Nunca he sido capaz de construir una casa, una auténtica casa. No me refiero a proyectar y construir casas, cosa menor que todavía consigo hacer, no sé si acertadamente.
(vía ProyectandoLeyendo)
Casa de la madre de Le Corbusier en Vevey, Álvaro Siza, 1981.Igualmente, hay goteras en el techo (se averían las tuberías del vecino, o se rompe una teja, o se despega la tela). Y los canalones están llenos de hojas secas, las albardillas sueltas o podridas. Cuando hay jardín, el césped crece amenazadoramente, todo el tiempo del mundo es insuficiente para dominar la ira de la naturaleza; pétalos caídos y legiones de hormigas invaden los umbrales de las puertas, hay siempre cadáveres de pájaros, de ratones y de gatos. El cloro de la piscina se agota, se avería la depuradora; ningún aspirador restituye la transparencia de las aguas o absorbe las patas de los insectos, finas como pelos. El granito de las losas o de los caminos se cubre de un peligrosísimo lodo, el barniz se oscurece, las capas de pintura se desprenden y dejan al descubierto los nudos de una madera sin protección. Cualquier dedo de anciano puede agujerear las carpinterías, los cristales están rotos, se ha caído la masilla, la silicona se desprende de las superficies, hay moho en los armarios y en los cajones, las cucarachas resisten a los insecticidas. Siempre se acaba el aceite cuando buscamos la lata necesaria, las juntas de madera se despegan, se desprenden los azulejos, primero uno, luego la pared entera. ¡Y si sólo fuera eso!
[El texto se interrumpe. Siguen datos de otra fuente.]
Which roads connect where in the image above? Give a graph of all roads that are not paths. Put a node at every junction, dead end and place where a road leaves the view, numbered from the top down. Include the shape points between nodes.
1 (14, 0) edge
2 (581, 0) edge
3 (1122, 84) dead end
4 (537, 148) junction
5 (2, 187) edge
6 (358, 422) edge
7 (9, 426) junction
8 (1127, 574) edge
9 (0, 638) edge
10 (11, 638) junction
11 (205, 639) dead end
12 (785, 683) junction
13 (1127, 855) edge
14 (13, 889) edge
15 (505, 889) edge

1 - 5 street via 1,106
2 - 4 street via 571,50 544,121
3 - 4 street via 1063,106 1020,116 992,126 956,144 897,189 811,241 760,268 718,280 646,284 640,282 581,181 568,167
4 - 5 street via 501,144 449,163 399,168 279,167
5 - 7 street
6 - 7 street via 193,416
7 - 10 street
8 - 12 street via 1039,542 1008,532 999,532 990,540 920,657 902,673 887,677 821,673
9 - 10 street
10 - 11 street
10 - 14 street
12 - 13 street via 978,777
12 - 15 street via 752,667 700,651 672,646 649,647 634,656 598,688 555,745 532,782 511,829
Vivir en una casa, en una casa auténtica, es oficio a jornada completa. El dueño de la casa es al mismo tiempo bombero de guardia (las casas arden con frecuencia, o se inundan, o el gas se escapa sin ruido, y generalmente explota); es un enfermero (¿Nunca se han clavado astillas de madera del pasamanos profundamente en la raíz de las uñas?); y un socorrista. Domina todas las artes y profesiones, es especialista en física, en química, es jurista –o no sobrevive–. Es telefonista de guardia y recepcionista, telefonea a cada momento, buscando fontaneros, carpinteros, albañiles, electricistas, y luego les abre la puerta de entrada, o la de servicio, acompañándoles con servilismo; pues de ellos depende, aunque nada impida la necesidad de una oficina completa, que igualmente se va degradando. Y entonces es necesario afilar hojas de cuchillo, comprar accesorios, engrasar, reordenar, deshumidificar; inmediatamente se avería el secador, y después el aire acondicionado, los radiadores.
Sin embargo, nada sobrepasa la tortura de los libros que se mueven misteriosa y autónomamente, desordenándose a propósito atrayendo el polvo en sus lomos y su grosor magnético. El polvo penetra por el borde superior de las hojas, pequeñísimos bichos las comen con un ruido indescriptible; las hojas se pegan, el cuero se mancha, gotas de agua salidas de jarrones con flores a punto de morir se escurren sobre las ilustraciones, atraviesan las telas en un furioso proceso de disolución. El felpudo de la puerta de entrada se deshace y hay un surco profundo en la madera, las hojas de las escobas de junco se desprenden, se rompen objetos preciosos, las tablas de las mesas y las de los muebles se abren en estallidos aterradores, no funciona la cisterna, la chimenea se llena de hollín –cualquier día arde–, en la cristalería se rompen los vasos de la bisabuela, revientan las botellas de vino verde al que un casi nada de azúcar da vida, saltan los corchos, o se pudren, pierde calidad precisamente la cosecha más apreciada. Cuando por primera vez no se sustituye de inmediato una bombilla fundida, toda la casa se queda sin luz, lo que inevitablemente sucede un sábado, al mismo tiempo que revienta un neumático del único coche disponible.
Por eso, considero heroico poseer, mantener y renovar una casa. En mi opinión, debería existir la Orden de Curadores de Casas y todos y cada uno de los años se adjudicaría la correspondiente mención honorífica y un elevado premio pecuniario.
Pero cuando ese esfuerzo de mantenimiento no se hace aparente, cuando el saludable olor a cera de una casa, por otro lado bien ventilada, se mezcla con el perfume de las flores del jardín, cuando en ella nosotros –visitantes irresponsablemente poco atentos a los instantes de felicidad– nos sentimos felices, olvidando nuestras angustias de nómadas bárbaros, entonces la única medalla posible es la gratitud, el silencioso aplauso; un momento de pausa, observando a nuestro alrededor, sumergiéndonos en la atmósfera dorada de un interior de otoño, al final del día.
Habitación de Le Corbusier, Vevey. Dibujo de Álvaro Siza, 1981.